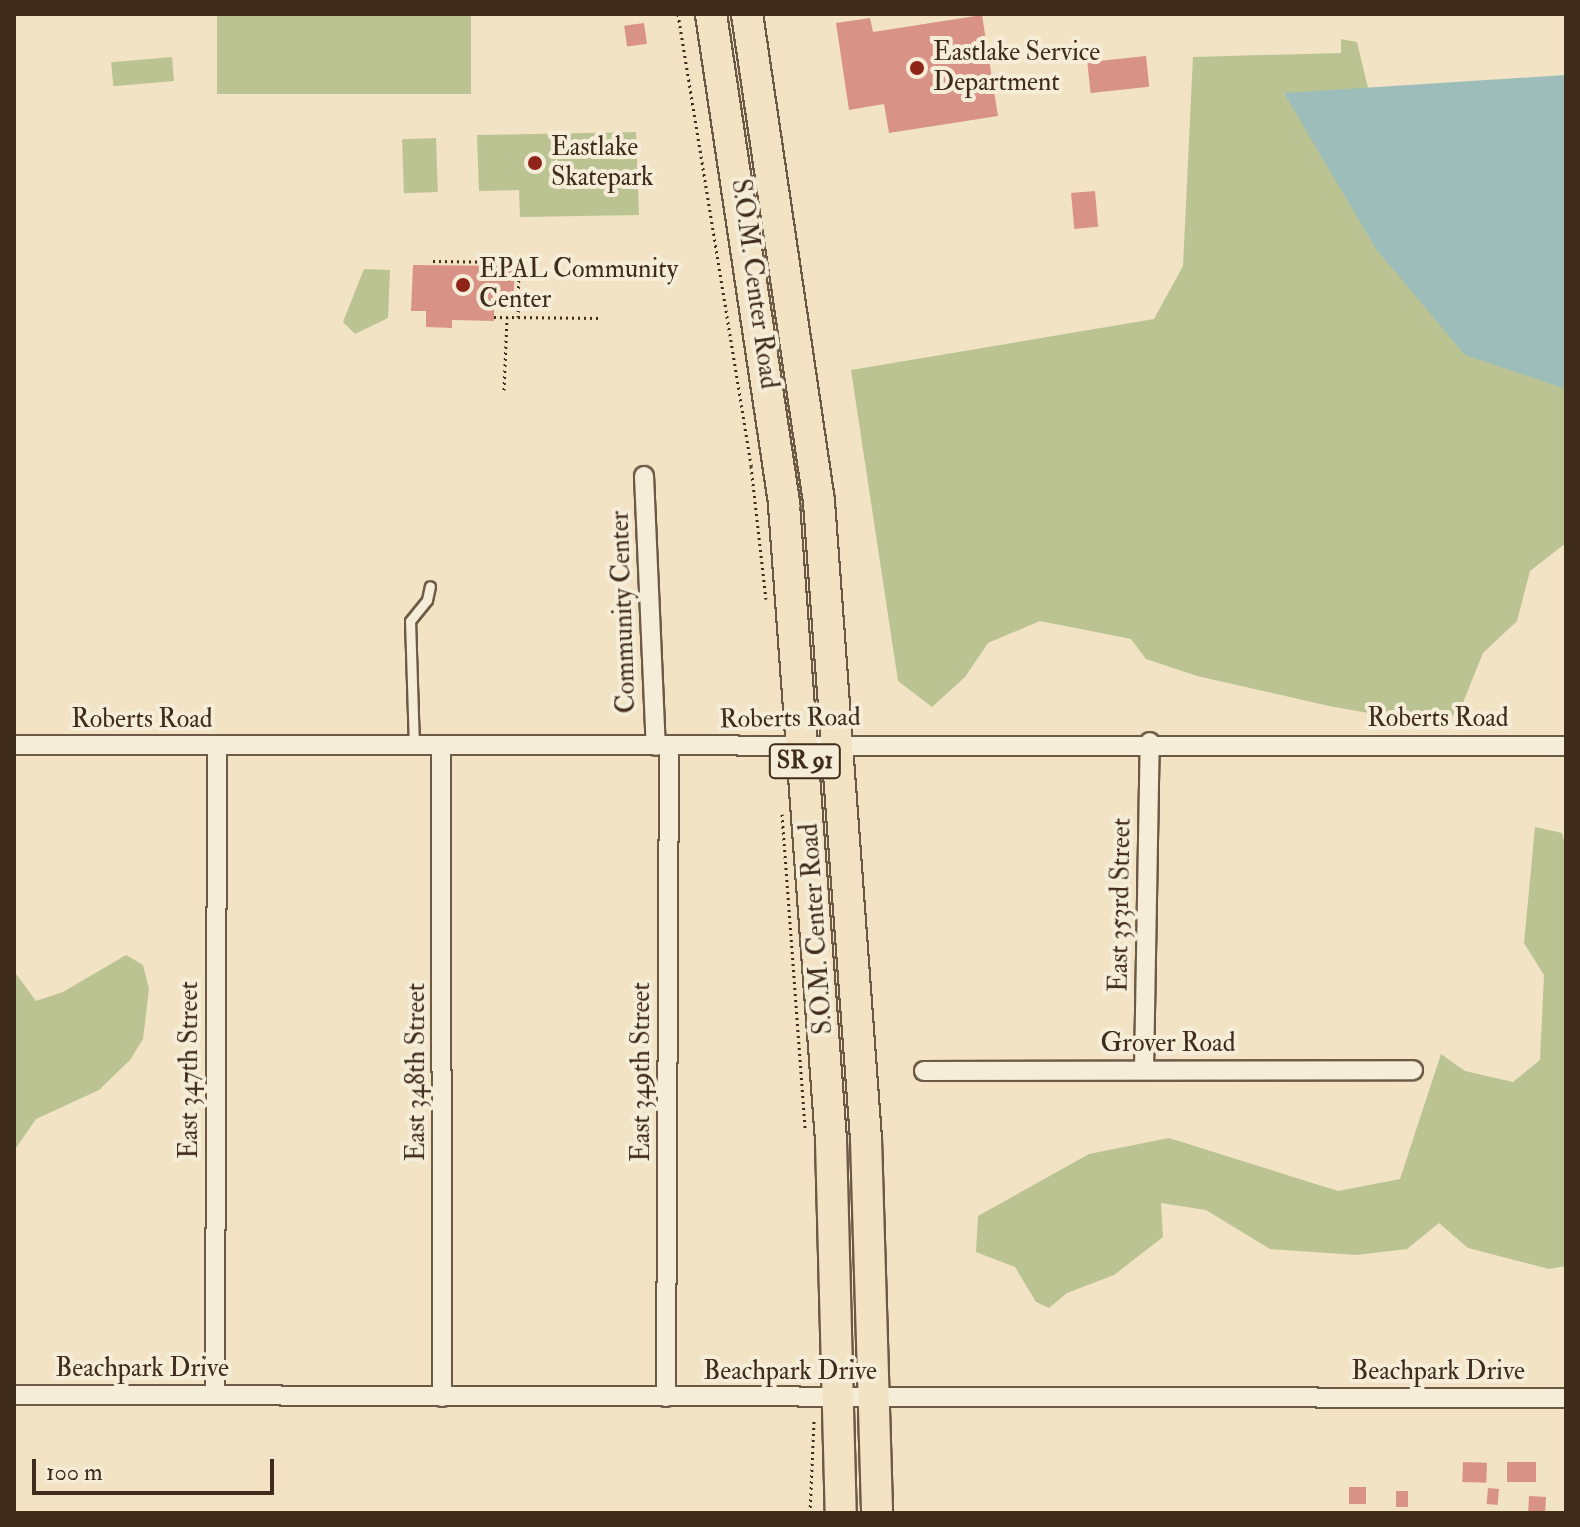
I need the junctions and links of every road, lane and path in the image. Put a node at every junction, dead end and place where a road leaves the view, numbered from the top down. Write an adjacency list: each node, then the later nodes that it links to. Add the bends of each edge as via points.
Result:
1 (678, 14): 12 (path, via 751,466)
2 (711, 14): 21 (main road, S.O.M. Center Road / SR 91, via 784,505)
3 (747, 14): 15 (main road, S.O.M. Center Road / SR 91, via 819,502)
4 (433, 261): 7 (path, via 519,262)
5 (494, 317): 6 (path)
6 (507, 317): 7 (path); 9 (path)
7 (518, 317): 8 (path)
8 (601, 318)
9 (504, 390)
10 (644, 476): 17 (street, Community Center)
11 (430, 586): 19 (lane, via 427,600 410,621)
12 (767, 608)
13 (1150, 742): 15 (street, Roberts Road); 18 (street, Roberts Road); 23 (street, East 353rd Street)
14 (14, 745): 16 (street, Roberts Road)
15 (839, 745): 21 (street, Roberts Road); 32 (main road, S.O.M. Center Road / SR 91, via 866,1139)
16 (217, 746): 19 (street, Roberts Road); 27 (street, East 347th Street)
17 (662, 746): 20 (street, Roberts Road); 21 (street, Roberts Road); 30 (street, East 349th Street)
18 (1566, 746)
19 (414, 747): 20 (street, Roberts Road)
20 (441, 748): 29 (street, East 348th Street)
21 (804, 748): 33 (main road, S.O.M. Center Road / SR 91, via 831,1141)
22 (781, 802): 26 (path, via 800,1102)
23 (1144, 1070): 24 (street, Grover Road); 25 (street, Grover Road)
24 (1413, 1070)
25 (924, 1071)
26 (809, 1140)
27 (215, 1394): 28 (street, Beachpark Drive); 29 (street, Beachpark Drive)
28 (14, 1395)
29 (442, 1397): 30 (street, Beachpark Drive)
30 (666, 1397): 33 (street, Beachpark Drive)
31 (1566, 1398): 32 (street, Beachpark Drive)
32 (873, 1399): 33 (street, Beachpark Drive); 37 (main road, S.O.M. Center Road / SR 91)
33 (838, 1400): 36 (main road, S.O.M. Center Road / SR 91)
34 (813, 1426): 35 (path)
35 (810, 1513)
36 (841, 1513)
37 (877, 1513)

###

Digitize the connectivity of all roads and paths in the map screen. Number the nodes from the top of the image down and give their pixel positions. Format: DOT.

###

* TASK TO CARRY OUT
Every line above that includes the word "down" should be listed.

* ANSWER SPACE
I need the junctions and links of every road, lane and path in the image. Put a node at every junction, dead end and place where a road leaves the view, numbered from the top down. Write an adjacency list: each node, then the later nodes that it links to. Add the bends of each edge as via points.
Digitize the connectivity of all roads and paths in the map screen. Number the nodes from the top of the image down and give their pixel positions. Format: DOT.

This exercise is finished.